» YOUR OBJECTIVE
Find every line in the records below that contains the word "HaAfarsek", and copy each such line.

» DATA LISTING
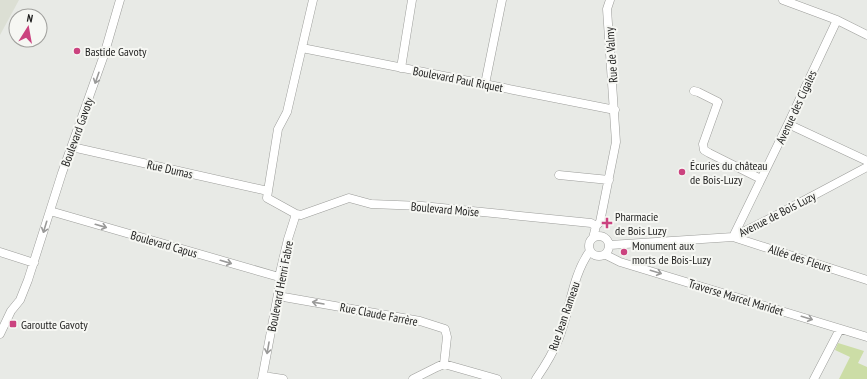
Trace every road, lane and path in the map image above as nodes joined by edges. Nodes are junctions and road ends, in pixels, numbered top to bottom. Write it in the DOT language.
graph roads {
  1 [pos="120,0"];
  2 [pos="313,0"];
  3 [pos="412,0"];
  4 [pos="502,0"];
  5 [pos="610,0"];
  6 [pos="783,0"];
  7 [pos="837,20"];
  8 [pos="867,35"];
  9 [pos="302,48"];
  10 [pos="401,68"];
  11 [pos="485,84"];
  12 [pos="694,91"];
  13 [pos="615,110"];
  14 [pos="788,124"];
  15 [pos="72,147"];
  16 [pos="867,161"];
  17 [pos="867,167"];
  18 [pos="559,175"];
  19 [pos="758,177"];
  20 [pos="609,180"];
  21 [pos="268,191"];
  22 [pos="50,211"];
  23 [pos="296,214"];
  24 [pos="596,226"];
  25 [pos="733,237"];
  26 [pos="593,238"];
  27 [pos="610,245"];
  28 [pos="590,251"];
  29 [pos="0,252"];
  30 [pos="606,255"];
  31 [pos="34,263"];
  32 [pos="279,277"];
  33 [pos="867,280"];
  34 [pos="278,296"];
  35 [pos="840,329"];
  36 [pos="0,334"];
  37 [pos="867,337"];
  38 [pos="444,364"];
  39 [pos="263,377"];
  40 [pos="283,379"];
  41 [pos="413,379"];
  42 [pos="497,379"];
  43 [pos="536,379"];
  44 [pos="814,379"];
  1 -- 15 [label="street, Boulevard Gavoty, one-way"];
  2 -- 9 [label="street"];
  3 -- 10 [label="street"];
  4 -- 11 [label="street"];
  5 -- 13 [label="street, Rue de Valmy"];
  6 -- 7 [label="street"];
  7 -- 8 [label="street"];
  7 -- 14 [label="street, Avenue des Cigales"];
  9 -- 10 [label="street, Boulevard Paul Riquet"];
  9 -- 21 [label="street"];
  10 -- 11 [label="street, Boulevard Paul Riquet"];
  11 -- 13 [label="street, Boulevard Paul Riquet"];
  12 -- 19 [label="street"];
  13 -- 20 [label="street"];
  14 -- 16 [label="street"];
  14 -- 19 [label="street, Avenue des Cigales"];
  15 -- 21 [label="street, Rue Dumas"];
  15 -- 22 [label="street, Boulevard Gavoty"];
  17 -- 25 [label="street, Avenue de Bois Luzy"];
  18 -- 20 [label="street"];
  19 -- 25 [label="street, Avenue des Cigales"];
  20 -- 24 [label="street"];
  21 -- 23 [label="street"];
  22 -- 31 [label="street, Boulevard Gavoty, one-way"];
  22 -- 32 [label="street, Boulevard Capus, one-way"];
  23 -- 24 [label="street, Boulevard Moïse"];
  23 -- 32 [label="street, Boulevard Henri Fabre"];
  24 -- 26 [label="street"];
  25 -- 27 [label="street, Avenue de Bois Luzy"];
  25 -- 33 [label="street, Allée des Fleurs"];
  26 -- 27 [label="street"];
  26 -- 28 [label="street"];
  27 -- 30 [label="street"];
  28 -- 30 [label="street"];
  28 -- 43 [label="street, Rue Jean Rameau"];
  29 -- 31 [label="street"];
  30 -- 35 [label="street, Traverse Marcel Maridet, one-way"];
  31 -- 36 [label="street, Boulevard Gavoty"];
  32 -- 34 [label="street, Boulevard Henri Fabre"];
  38 -- 34 [label="street, Rue Claude Farrère, one-way"];
  34 -- 39 [label="street, Boulevard Henri Fabre, one-way"];
  35 -- 37 [label="street, Traverse Marcel Maridet"];
  35 -- 44 [label="street"];
  38 -- 41 [label="street"];
  38 -- 42 [label="street"];
  39 -- 40 [label="street"];
}
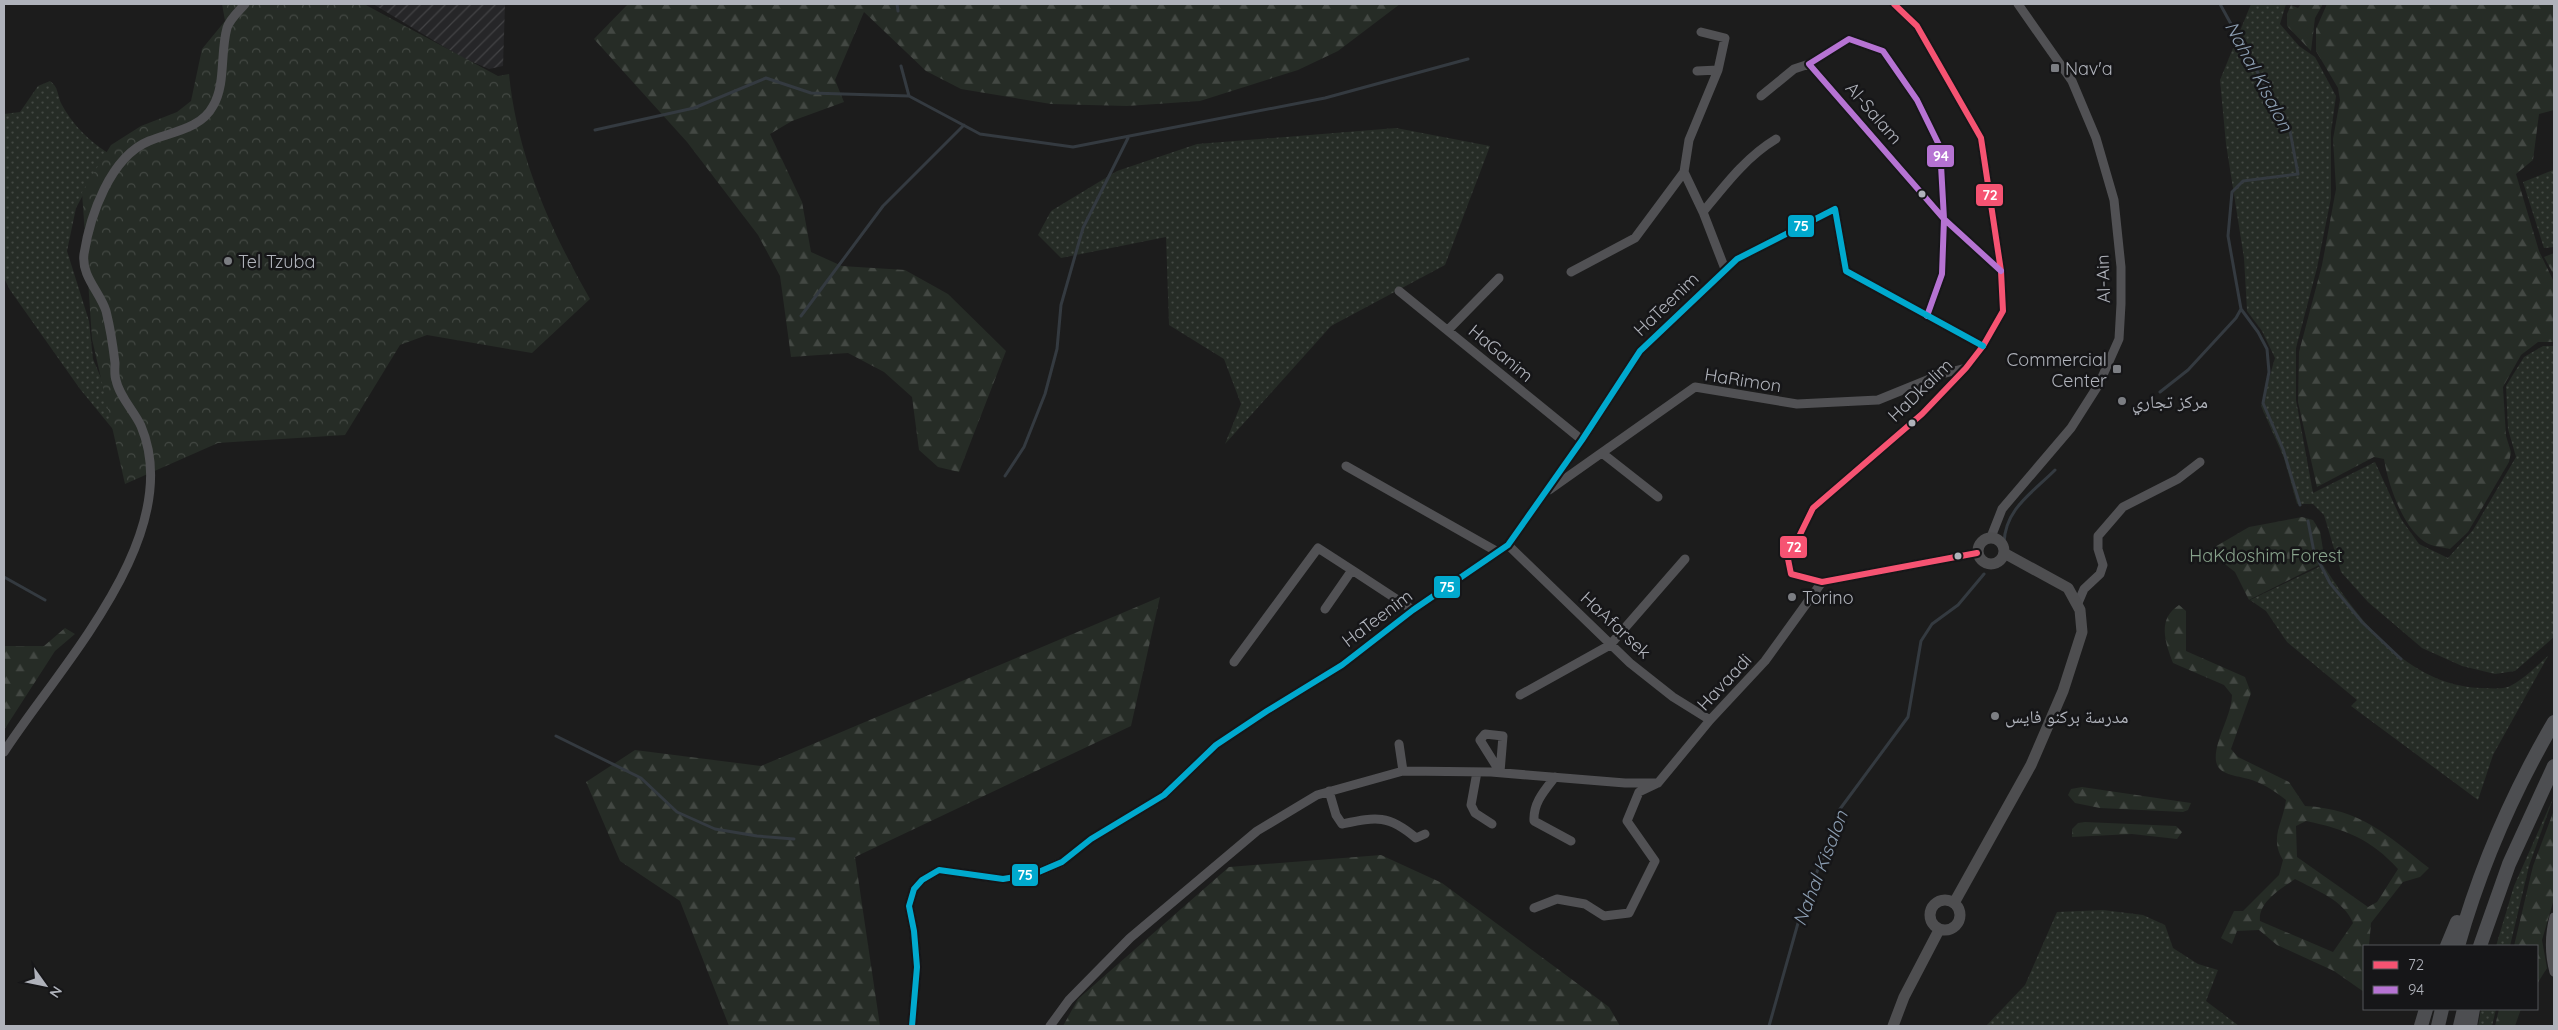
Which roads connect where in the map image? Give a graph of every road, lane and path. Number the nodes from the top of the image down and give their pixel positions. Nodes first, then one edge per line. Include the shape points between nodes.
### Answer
1 (245, 4) edge
2 (1894, 4) edge
3 (2018, 4) edge
4 (1701, 32) dead end
5 (1809, 64) junction
6 (1697, 70) dead end
7 (1718, 70) junction
8 (1761, 96) dead end
9 (1776, 139) dead end
10 (1684, 172) junction
11 (1703, 212) junction
12 (1944, 219) junction
13 (1725, 269) junction
14 (2001, 271) junction
15 (1571, 272) dead end
16 (1499, 278) dead end
17 (1399, 291) dead end
18 (1927, 316) junction
19 (1448, 330) junction
20 (1983, 346) junction
21 (1966, 368) junction
22 (1582, 440) junction
23 (1602, 453) junction
24 (2200, 462) dead end
25 (1346, 466) dead end
26 (1542, 494) junction
27 (1658, 498) dead end
28 (1991, 537) junction
29 (1508, 544) junction
30 (1496, 551) junction
31 (1977, 553) junction
32 (2004, 553) junction
33 (1684, 559) dead end
34 (1352, 570) junction
35 (1822, 582) junction
36 (2078, 603) junction
37 (1325, 609) dead end
38 (1413, 610) junction
39 (1610, 645) junction
40 (1234, 662) dead end
41 (1520, 694) dead end
42 (1710, 720) junction
43 (2554, 722) edge
44 (1399, 744) dead end
45 (4, 752) edge
46 (2554, 766) edge
47 (1404, 771) junction
48 (1477, 772) junction
49 (1555, 777) junction
50 (1658, 783) junction
51 (1329, 791) junction
52 (2511, 806) junction
53 (1492, 824) dead end
54 (1424, 834) dead end
55 (1570, 841) dead end
56 (2509, 864) junction
57 (1954, 903) junction
58 (1534, 908) dead end
59 (2554, 917) edge
60 (1939, 930) junction
61 (2447, 945) edge
62 (2458, 945) edge
63 (2480, 945) edge
64 (2486, 945) edge
65 (2554, 972) edge
66 (2426, 1010) edge
67 (2442, 1010) edge
68 (2464, 1010) edge
69 (2473, 1010) edge
70 (912, 1026) edge
71 (1050, 1026) edge
72 (1893, 1026) edge
73 (2420, 1026) edge
74 (2438, 1026) edge
75 (2460, 1026) edge
76 (2470, 1026) edge

1 - 45 street via 227,26 214,105 206,116 187,128 147,142 125,160 106,184 95,212 84,256 86,273 105,309 116,382 141,426 150,460 145,515 129,564 105,606 65,669
2 - 14 street, HaDkalim via 1917,26 1981,138
3 - 28 street, Al-Ain via 2072,80 2096,138 2114,200 2121,304 2119,339 2099,384 2071,428 2002,509
4 - 7 street via 1725,38
5 - 8 street via 1794,69
5 - 12 street, Al-Salam
5 - 12 street via 1849,39 1883,51 1924,110 1940,146
6 - 7 street
7 - 10 street via 1689,140
9 - 11 street via 1742,166
10 - 11 street
10 - 15 street via 1635,238
11 - 13 street
12 - 14 street, Al-Salam
12 - 18 street via 1942,274
13 - 18 street, HaTeenim via 1835,209 1846,272
13 - 22 street, HaTeenim via 1640,351
14 - 20 street, HaDkalim via 2003,311
16 - 19 street
17 - 19 street, HaGanim
18 - 20 street, HaTeenim
19 - 22 street, HaGanim
20 - 21 street, HaDkalim
21 - 23 street, HaRimon via 1942,374 1878,400 1797,404 1695,387
21 - 35 street, HaDkalim via 1922,414 1813,508 1788,560 1791,574
22 - 26 street, HaTeenim
23 - 26 street, HaRimon
23 - 27 street
24 - 36 street via 2178,478 2123,507 2098,536 2103,565 2100,574 2084,589
25 - 30 street
26 - 29 street, HaTeenim
28 - 31 main road via 1979,544
28 - 32 main road via 2001,542
29 - 30 street, HaTeenim
29 - 39 street, HaAfarsek
30 - 38 street, HaTeenim
31 - 32 main road via 1982,561 1991,564 1999,561
31 - 35 street, HaDkalim
32 - 36 main road via 2058,580
33 - 39 street
34 - 37 street
34 - 38 street
34 - 40 street via 1318,548
35 - 42 street, Havaadi via 1765,661
36 - 57 main road via 2082,619 2079,647 2051,722 2031,765
38 - 70 street, HaTeenim via 1342,665 1216,746 1164,795 1090,839 1062,862 1034,874 1003,879 939,870 922,880 914,889 909,906 917,967
39 - 41 street
39 - 42 street, HaAfarsek via 1673,697
42 - 50 street, Havaadi
43 - 52 highway
44 - 47 street
46 - 56 highway
47 - 48 street
47 - 51 street
48 - 49 street
48 - 53 street via 1471,805 1474,813
49 - 50 street
49 - 55 street via 1540,796 1534,821
50 - 58 street, Havaadi via 1638,792 1627,821 1655,861 1628,913 1604,916 1585,904 1557,898
51 - 54 street via 1342,824 1378,818 1394,821 1416,838
51 - 71 street via 1317,794 1258,831 1164,909 1068,1000
52 - 61 highway
52 - 62 highway via 2476,889
56 - 63 highway
56 - 64 highway
57 - 60 main road via 1961,914 1958,924 1950,930
57 - 60 main road via 1940,901 1931,909 1930,919
59 - 65 street via 2550,942
60 - 72 main road via 1904,997
66 - 73 highway
67 - 74 highway
68 - 75 highway
69 - 76 highway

» SOLUTION
29 - 39 street, HaAfarsek
39 - 42 street, HaAfarsek via 1673,697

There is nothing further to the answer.